Search the records below for the word "Towers". Pull out each line that has it.

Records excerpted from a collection
========================================================================
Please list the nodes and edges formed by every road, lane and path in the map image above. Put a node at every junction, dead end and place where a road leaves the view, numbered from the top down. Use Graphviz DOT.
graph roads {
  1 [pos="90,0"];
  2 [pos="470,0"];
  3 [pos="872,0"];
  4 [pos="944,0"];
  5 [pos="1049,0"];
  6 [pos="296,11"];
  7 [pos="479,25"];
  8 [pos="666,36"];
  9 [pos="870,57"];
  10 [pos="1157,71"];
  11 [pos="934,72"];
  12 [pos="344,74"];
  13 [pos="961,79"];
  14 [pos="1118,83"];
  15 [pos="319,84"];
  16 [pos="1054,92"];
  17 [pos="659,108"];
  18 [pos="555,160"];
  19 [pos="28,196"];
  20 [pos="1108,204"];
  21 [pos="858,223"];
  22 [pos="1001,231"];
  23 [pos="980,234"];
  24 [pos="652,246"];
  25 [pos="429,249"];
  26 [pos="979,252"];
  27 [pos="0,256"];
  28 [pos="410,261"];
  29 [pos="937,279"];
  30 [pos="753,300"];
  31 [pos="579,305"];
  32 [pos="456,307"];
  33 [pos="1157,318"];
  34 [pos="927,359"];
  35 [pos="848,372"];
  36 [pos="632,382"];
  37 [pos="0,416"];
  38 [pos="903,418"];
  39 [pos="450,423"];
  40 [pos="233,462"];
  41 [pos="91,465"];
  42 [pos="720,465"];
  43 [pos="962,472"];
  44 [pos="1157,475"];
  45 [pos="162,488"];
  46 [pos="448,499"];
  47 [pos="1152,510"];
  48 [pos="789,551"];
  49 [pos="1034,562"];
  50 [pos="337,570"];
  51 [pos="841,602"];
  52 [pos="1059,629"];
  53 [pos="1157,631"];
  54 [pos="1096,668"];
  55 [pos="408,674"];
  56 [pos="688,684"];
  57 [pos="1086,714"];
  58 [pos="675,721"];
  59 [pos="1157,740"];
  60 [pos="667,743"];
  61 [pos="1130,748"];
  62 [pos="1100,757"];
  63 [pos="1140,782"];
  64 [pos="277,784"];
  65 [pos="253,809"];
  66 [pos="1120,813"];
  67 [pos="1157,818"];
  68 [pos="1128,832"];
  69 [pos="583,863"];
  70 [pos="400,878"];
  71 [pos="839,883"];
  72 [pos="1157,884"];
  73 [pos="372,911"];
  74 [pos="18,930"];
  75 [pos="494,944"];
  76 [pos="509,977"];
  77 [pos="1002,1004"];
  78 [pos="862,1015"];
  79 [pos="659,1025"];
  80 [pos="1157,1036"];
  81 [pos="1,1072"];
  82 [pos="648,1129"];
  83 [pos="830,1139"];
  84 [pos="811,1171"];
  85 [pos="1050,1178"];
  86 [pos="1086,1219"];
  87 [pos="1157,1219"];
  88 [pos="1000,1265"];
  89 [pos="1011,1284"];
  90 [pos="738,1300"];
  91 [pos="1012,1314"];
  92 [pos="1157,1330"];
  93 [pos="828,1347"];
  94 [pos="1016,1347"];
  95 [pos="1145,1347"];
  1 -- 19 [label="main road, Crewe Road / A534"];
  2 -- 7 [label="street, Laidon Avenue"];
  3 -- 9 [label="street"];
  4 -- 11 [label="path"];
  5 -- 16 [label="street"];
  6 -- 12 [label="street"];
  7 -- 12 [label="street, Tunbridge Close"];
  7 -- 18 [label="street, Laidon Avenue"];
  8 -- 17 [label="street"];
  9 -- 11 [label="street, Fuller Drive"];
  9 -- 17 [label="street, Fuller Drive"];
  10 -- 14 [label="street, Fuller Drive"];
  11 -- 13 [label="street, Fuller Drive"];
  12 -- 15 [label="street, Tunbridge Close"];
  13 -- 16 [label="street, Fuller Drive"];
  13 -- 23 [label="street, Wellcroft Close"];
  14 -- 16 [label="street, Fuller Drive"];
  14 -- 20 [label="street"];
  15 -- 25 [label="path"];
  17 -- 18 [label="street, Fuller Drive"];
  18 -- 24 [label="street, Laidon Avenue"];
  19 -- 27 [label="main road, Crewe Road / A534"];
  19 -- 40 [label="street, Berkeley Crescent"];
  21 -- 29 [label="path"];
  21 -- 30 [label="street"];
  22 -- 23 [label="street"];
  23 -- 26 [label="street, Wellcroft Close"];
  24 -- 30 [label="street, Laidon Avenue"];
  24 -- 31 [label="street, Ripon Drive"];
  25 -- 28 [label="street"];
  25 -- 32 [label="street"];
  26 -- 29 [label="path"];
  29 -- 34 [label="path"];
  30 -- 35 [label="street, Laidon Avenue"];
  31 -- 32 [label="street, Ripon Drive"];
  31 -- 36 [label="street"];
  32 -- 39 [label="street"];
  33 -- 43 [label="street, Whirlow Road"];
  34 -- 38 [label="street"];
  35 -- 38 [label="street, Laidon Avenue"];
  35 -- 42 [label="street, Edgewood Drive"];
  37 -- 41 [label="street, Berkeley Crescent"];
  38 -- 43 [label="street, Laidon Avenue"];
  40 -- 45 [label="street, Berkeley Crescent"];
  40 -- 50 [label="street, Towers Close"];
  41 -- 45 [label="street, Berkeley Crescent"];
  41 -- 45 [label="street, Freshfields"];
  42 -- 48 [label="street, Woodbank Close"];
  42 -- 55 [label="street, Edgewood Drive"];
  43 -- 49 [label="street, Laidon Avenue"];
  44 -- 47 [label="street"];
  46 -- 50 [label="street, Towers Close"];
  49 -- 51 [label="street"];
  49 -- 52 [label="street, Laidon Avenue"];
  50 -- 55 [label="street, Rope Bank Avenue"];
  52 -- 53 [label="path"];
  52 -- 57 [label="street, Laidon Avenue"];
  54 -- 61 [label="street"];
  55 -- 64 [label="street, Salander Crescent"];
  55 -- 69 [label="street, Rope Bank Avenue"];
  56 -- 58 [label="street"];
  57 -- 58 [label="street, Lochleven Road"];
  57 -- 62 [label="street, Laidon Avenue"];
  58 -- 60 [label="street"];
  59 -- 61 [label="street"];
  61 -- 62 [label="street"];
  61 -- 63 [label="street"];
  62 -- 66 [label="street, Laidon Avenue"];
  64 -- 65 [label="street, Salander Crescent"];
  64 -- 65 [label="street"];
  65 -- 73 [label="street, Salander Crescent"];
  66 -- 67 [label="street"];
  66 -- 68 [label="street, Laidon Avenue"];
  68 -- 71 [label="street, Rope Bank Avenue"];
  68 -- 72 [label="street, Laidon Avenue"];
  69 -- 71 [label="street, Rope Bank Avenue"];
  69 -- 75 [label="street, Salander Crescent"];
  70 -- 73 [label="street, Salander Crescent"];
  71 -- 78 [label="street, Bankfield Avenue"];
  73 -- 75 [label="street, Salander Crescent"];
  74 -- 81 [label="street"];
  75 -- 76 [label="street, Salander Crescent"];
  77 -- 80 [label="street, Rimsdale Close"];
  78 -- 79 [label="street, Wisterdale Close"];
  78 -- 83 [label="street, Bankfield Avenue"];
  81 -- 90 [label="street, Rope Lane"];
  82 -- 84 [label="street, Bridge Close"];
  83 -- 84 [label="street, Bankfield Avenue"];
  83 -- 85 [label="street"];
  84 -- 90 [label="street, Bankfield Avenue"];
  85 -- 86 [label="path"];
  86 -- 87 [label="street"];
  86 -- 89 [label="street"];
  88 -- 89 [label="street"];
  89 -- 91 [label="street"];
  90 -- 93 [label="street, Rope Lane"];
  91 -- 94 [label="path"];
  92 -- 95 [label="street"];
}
========================================================================
▶ _TASK SOLUTION_
  40 -- 50 [label="street, Towers Close"];
  46 -- 50 [label="street, Towers Close"];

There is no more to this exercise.